The not-so-fun part of a project – fundraising

The only way you haven’t heard that I have been fundraising for my project Detroit Hye Times is if you have been living in a hole for the last several weeks or better have been blocking me from your computer. I get it. If you are like me, you get annoyed by everyone that is fundraising for their particular cause, it can get daunting reading and reading all of the emails and stories surrounding the fundraising world. The reality is that many organization and their projects would never see the light of day if not for these efforts. I would much rather get a call from my university alma mater asking for money than a robo call political message. Wouldn’t you?
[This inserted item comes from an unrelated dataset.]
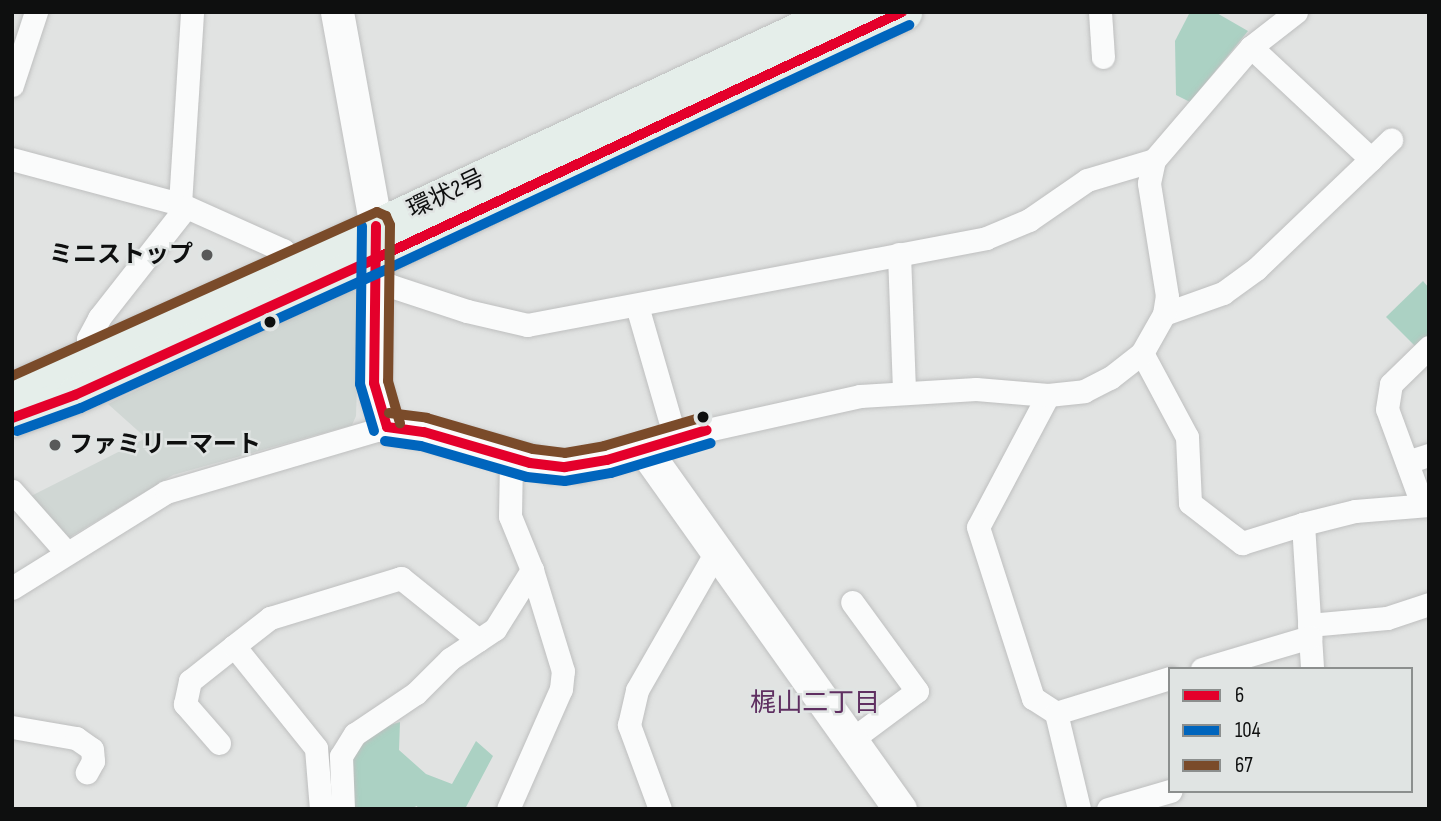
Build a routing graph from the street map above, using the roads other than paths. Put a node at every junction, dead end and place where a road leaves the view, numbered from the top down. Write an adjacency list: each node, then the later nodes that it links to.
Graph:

Raising funds for the Detroit Hye Times project is the least enjoyable part of this process in producing a project, but it is part of what I agreed to sign on when I received a matching grant from the Knight Foundation. In general, musicians, writers, artists hate to fund raise. It isn’t in their DNA for the most part because the creative mind doesn’t “jive” with the business side of the brain. In my opinion, this is where the “starving artist” originated. I say “their” because I actually enjoy the business side of the music world. it is equally enjoyable to promote and put together projects as it is to play music. Now, I don’t like fund-raising, but I accepted the fact that it was part oft he business a long time ago. I had a friend tell me tonight that he respects people who fund raise because it is never easy to ask for money. When it comes to cultural fund-raising, it is usually at the bottom of most charitable donations. Well, in this world – if you don’t ask, you don’t get. I am not a pushy fundraiser. If I ask and you say no, I move on. Simple as that. I respect that decision.

PT Barnum

The famous P.T. Barnum.

When I think of the business side of the music world, I think of my good friend Mark Gavoor. A fellow musician and blogger likes to compare me with Phineas Taylor Barnum (P.T.) Barnum to the rest of us. Anyone that knows a bit of history on P.T. Barnum may say that’s offensive – but I don’t. I actually look at it as a compliment. Mr. Barnum was famous for many things, most notable was how he was able to captivate audiences with his world renown circus. He was not only a showman, but author, sound businessman and philanthropist. He once said:  “Without promotion something terrible happens – nothing”. This goes for fund-raising and my point above.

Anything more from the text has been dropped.